Federal appellate court finds New Jersey school district did not violate IDEA when student’s IEP did not provide for interaction with non-disabled peers
L.G. & E.G. ex rel. E.G. v. Fair Lawn Bd. of Educ., No. 11–3014 (3d Cir. June 28, 2012).
Abstract: A three-judge panel of the U.S. Court of Appeals for the Third Circuit (DE, NJ, PA, VI) affirmed the district court’s decision granting summary judgment in favor of the school district, holding that it did not violate the least restrictive environment (LRE) requirement of the Individuals with Disabilities Education Act (IDEA) when it developed an individualized education plan (IEP) that placed a disabled student in a class with other students with the same disability, and did not provide for interaction with non-disabled peers. The Third Circuit panel agreed with the district court that the IDEA does not require inclusion of students with disabilities in interactions with non-disabled students if the child would not benefit from a less restrictive environment or gain from being around peers modeling appropriate behaviors. The panel also held that the district court’s exclusion of some of the parents’ evidence was not an abuse of discretion when the evidence would have been merely cumulative of what was already in the record.
Facts/Issues: “L.” is a student with autism spectrum disorder and pervasive developmental disorder. Prior to entering preschool, the Fair Lawn Board of Education (“Fair Lawn”) determined that L. qualified for special education and related services as a preschooler with a disability. Fair Lawn developed an IEP that provided for placement in its Stepping Stones program, a program exclusively for preschoolers with autism spectrum disorders. L.’s IEP did not provide for any interaction with non-disabled children. L.’s mother approved this IEP, and L. started at Stepping Stones in 2007.
At Stepping Stones, L. received approximately three hours per day of one-on-one Applied Behavioral Analysis (ABA) instruction, a research-based system of educating children with autism.

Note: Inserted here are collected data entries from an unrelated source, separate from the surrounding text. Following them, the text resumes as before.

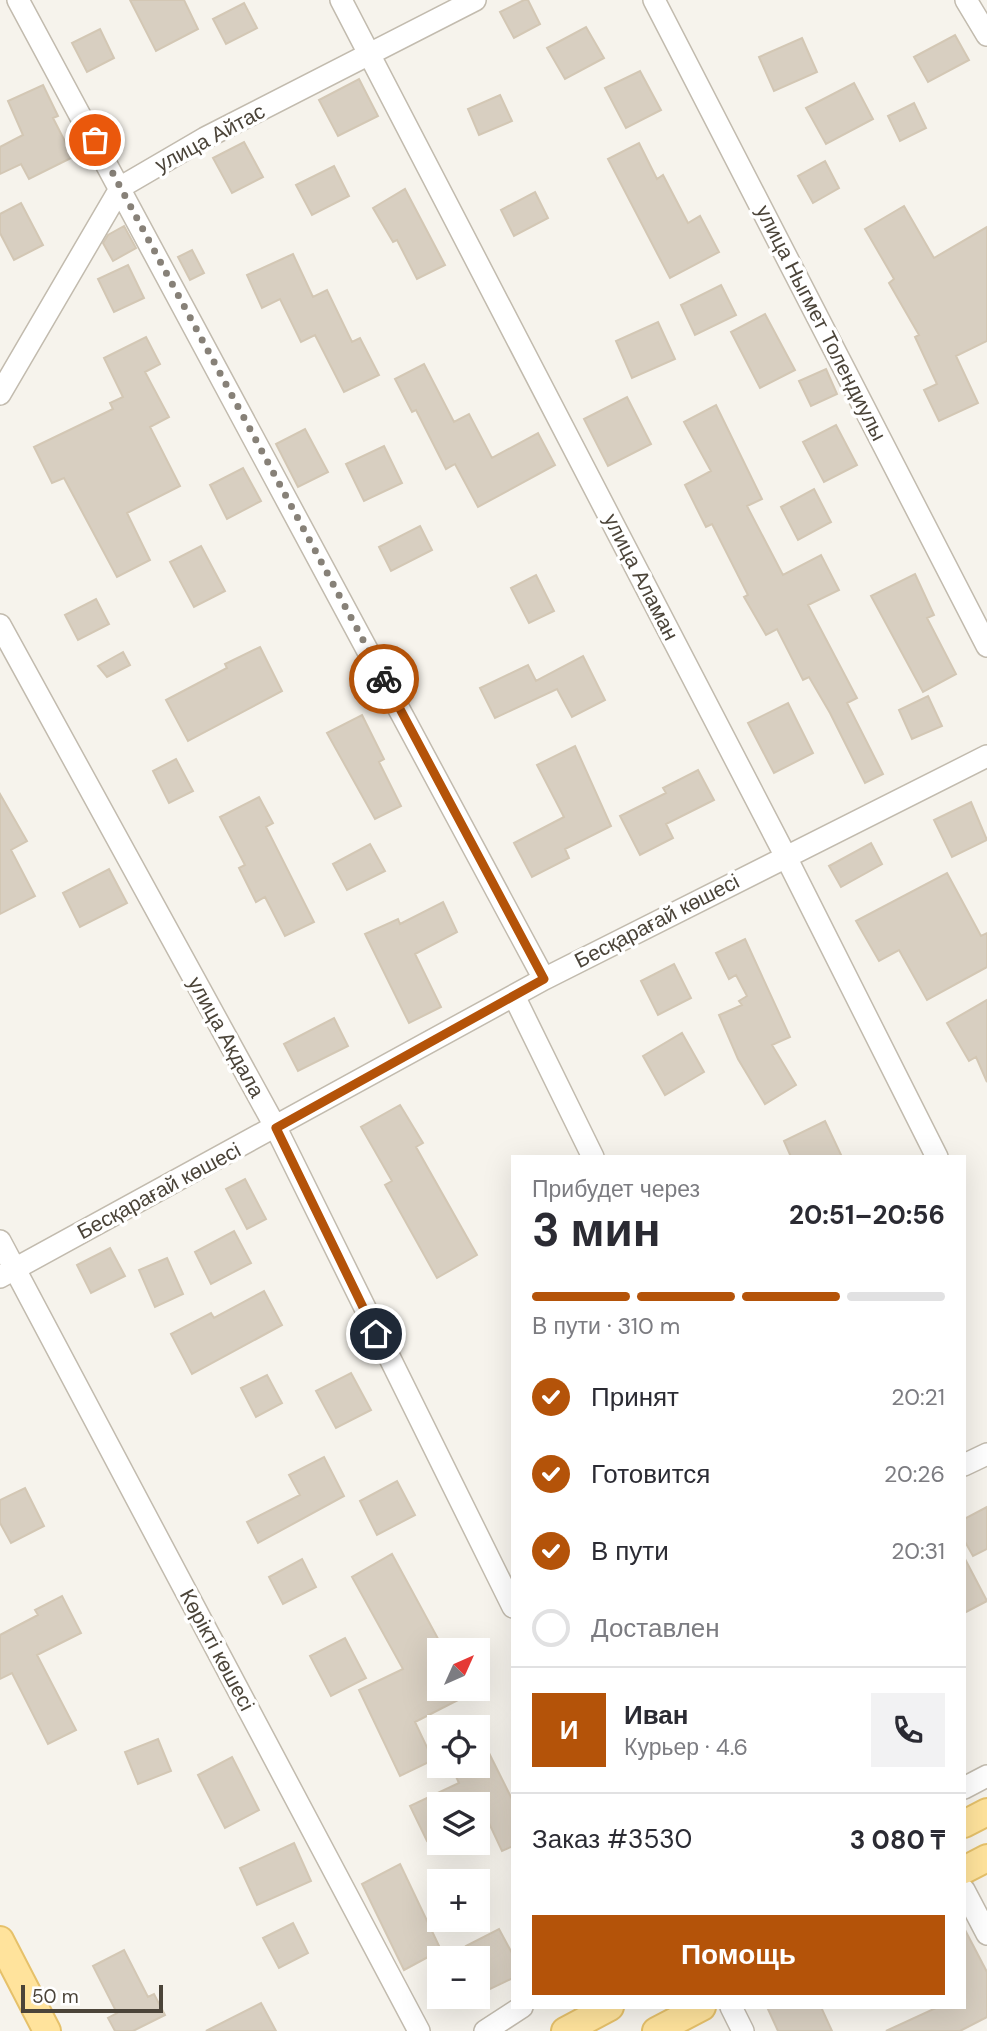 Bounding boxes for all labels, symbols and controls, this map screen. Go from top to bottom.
street label: улица Айтас [150,97,270,179]
pin [65,110,125,170]
icon: bag [76,121,114,159]
street label: улица Ныгмет Толендиулы [749,200,893,446]
street label: улица Аламан [597,509,685,645]
courier [349,644,419,714]
icon: bike [365,660,403,698]
street label: Бесқарағай көшесі [570,867,744,975]
street label: улица Акдала [181,971,271,1103]
street label: Бесқарағай көшесі [72,1136,246,1246]
text: Прибудет через [532,1174,700,1204]
text: 20:51–20:56 [789,1198,945,1232]
text: 3 мин [532,1200,661,1260]
pin [346,1304,406,1364]
text: В пути · 310 m [532,1311,680,1341]
icon: home [357,1315,395,1353]
icon: check [532,1378,570,1416]
text: Принят [591,1380,679,1414]
text: 20:21 [891,1382,945,1412]
icon: check [532,1455,570,1493]
text: Готовится [591,1457,710,1491]
text: 20:26 [884,1459,945,1489]
icon: check [532,1532,570,1570]
text: В пути [591,1534,669,1568]
text: 20:31 [891,1536,945,1566]
street label: Көрікті көшесі [173,1584,261,1716]
text: Доставлен [591,1611,720,1645]
north arrow [427,1638,490,1701]
map controls [427,1638,490,2009]
button: phone [871,1693,945,1767]
text: Иван [624,1698,689,1732]
text: И [560,1713,578,1747]
button: locate [427,1715,490,1778]
text: Курьер · 4.6 [624,1732,748,1762]
button: layers [427,1792,490,1855]
text: Заказ #3530 [532,1822,692,1856]
text: 3 080 ₸ [850,1823,945,1857]
button: + [427,1869,490,1932]
button: Помощь [532,1915,945,1995]
button: − [427,1946,490,2009]
scale bar [21,1982,163,2014]
text: 50 m [32,1984,79,2009]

Among other strategies, ABA includes a “mainstreaming” component that “occurs only when the child has adequate skills to enable a meaningful interaction with a more typical peer.” For the remainder of the school day, L. participated in group activities with other autistic children including some who were higher functioning than L., who was “one of the lower functioning students” in the class.
In Fall 2007, L.’s parents requested that Fair Lawn consider an alternative placement for L. to provide her with opportunities to interact with typically developing peers. Fair Lawn denied the request in November 2007. The parents then requested a meeting, that was convened in December 2007, to discuss L.’s IEP for the coming year, and their request that L. be placed at the Children’s Center, an inclusive preschool, rather than at Stepping Stones. To support of their placement request, L.’s parents provided Fair Lawn with reports of assessments, and video of L. in an environment that included typically developing peers, which they believed showed that L. was ready for, and would benefit from, interaction with typically developing peers.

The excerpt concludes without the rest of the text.